The results of the study were published in the journal Open Forum on Infectious Diseases.
“One of the most critical barriers to widespread and equitable use of PrEP in the United States has been cost, including perceived and actual costs,” said Julia Marcus, lead author of the study. “Generic TDF / FTC could revolutionize access to PrEP, but this opportunity will be missed if resources are invested in a much more expensive drug without commensurate improvements in clinical outcomes.”
There are currently 2 forms of PrEP therapy, tenofovir disoproxil fumarate and emtricitabine (TDF / FTC or Truvada) and the newer tenofovir alafenamide with emtricitabine (TAF / FTC or Descovy).
Both forms are safe and very effective, however, TAF / FTC costs significantly more per month.
For the study, the team of investigators analyzed data from the electronic health records of 2,892 adults who were assigned male at birth, were prescribed TDF / FTC for PrEP during the course of the study. year before FDA approval of TAF / FTC and had at least one prescription for PrEP in the following year.
They then assessed how many PrEP users switched to the more expensive version and whether they had any clinical indication for a change.
Study results showed that 11.9% of participants switched to TAF / FTC the first year it was available. However, investigators found that only 7% of participants who switched had clinical indications for doing so.

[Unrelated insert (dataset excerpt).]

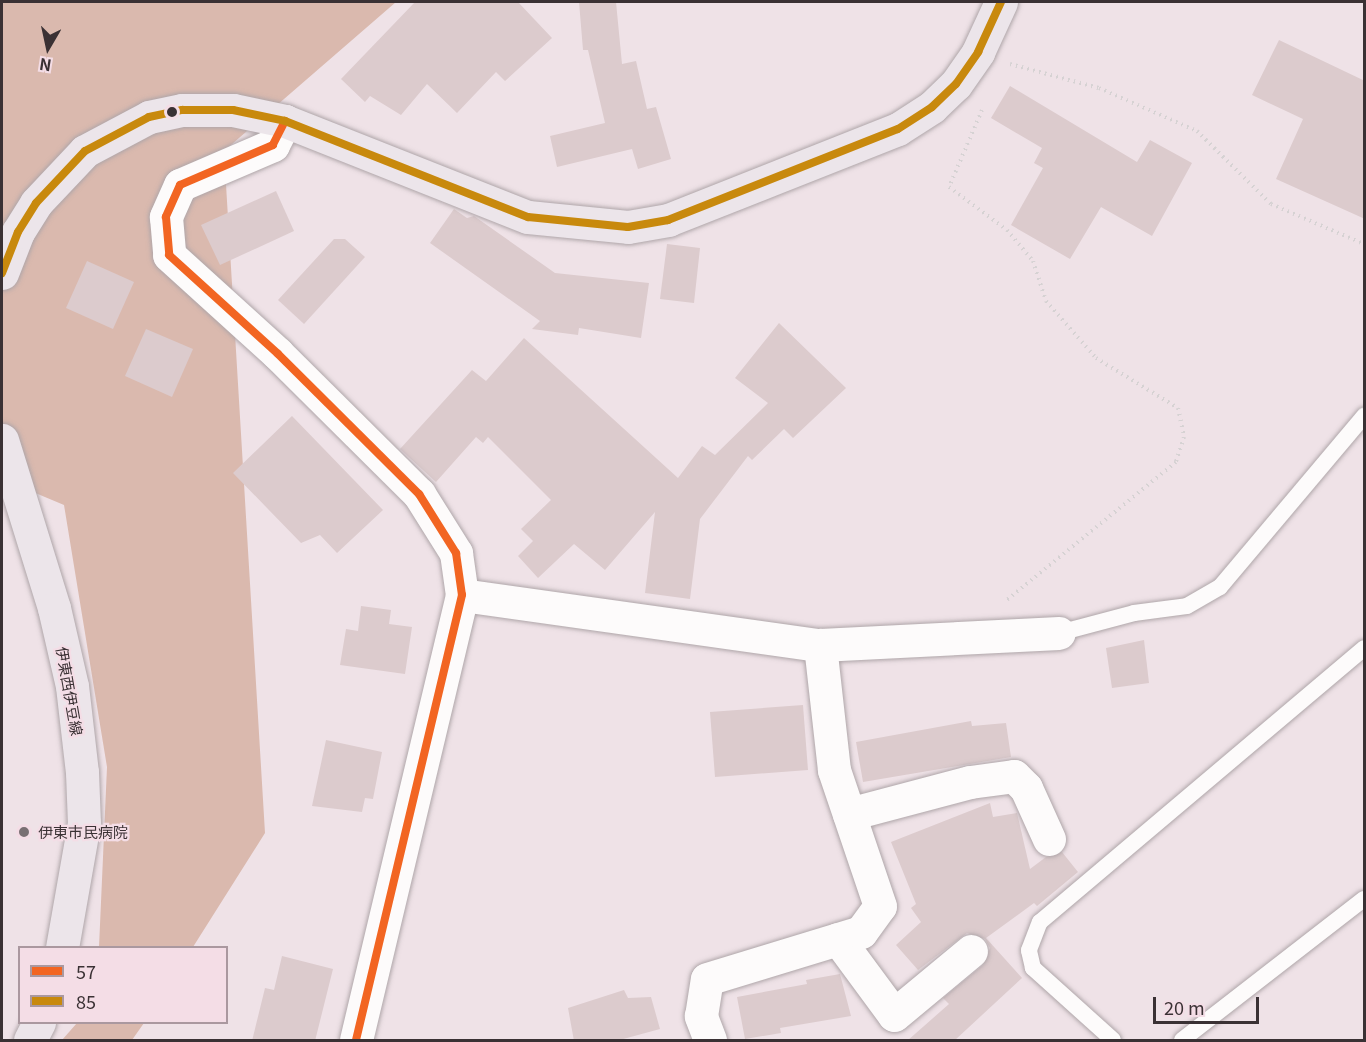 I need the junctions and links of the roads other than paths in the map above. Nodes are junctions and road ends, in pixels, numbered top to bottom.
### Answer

Additionally, when the indications for change also included risk factors for developing renal dysfunction, such as hypertension and diabetes, up to 27% of the changes were clinically indicated.
“Efforts to end the HIV epidemic can be threatened if more expensive drugs are used when comparable and cheaper options are available,” said Kenneth Mayer, co-author of the study. “Our study underscores the need to ensure that decisions about PrEP drugs are both clinically sound and cost effective. “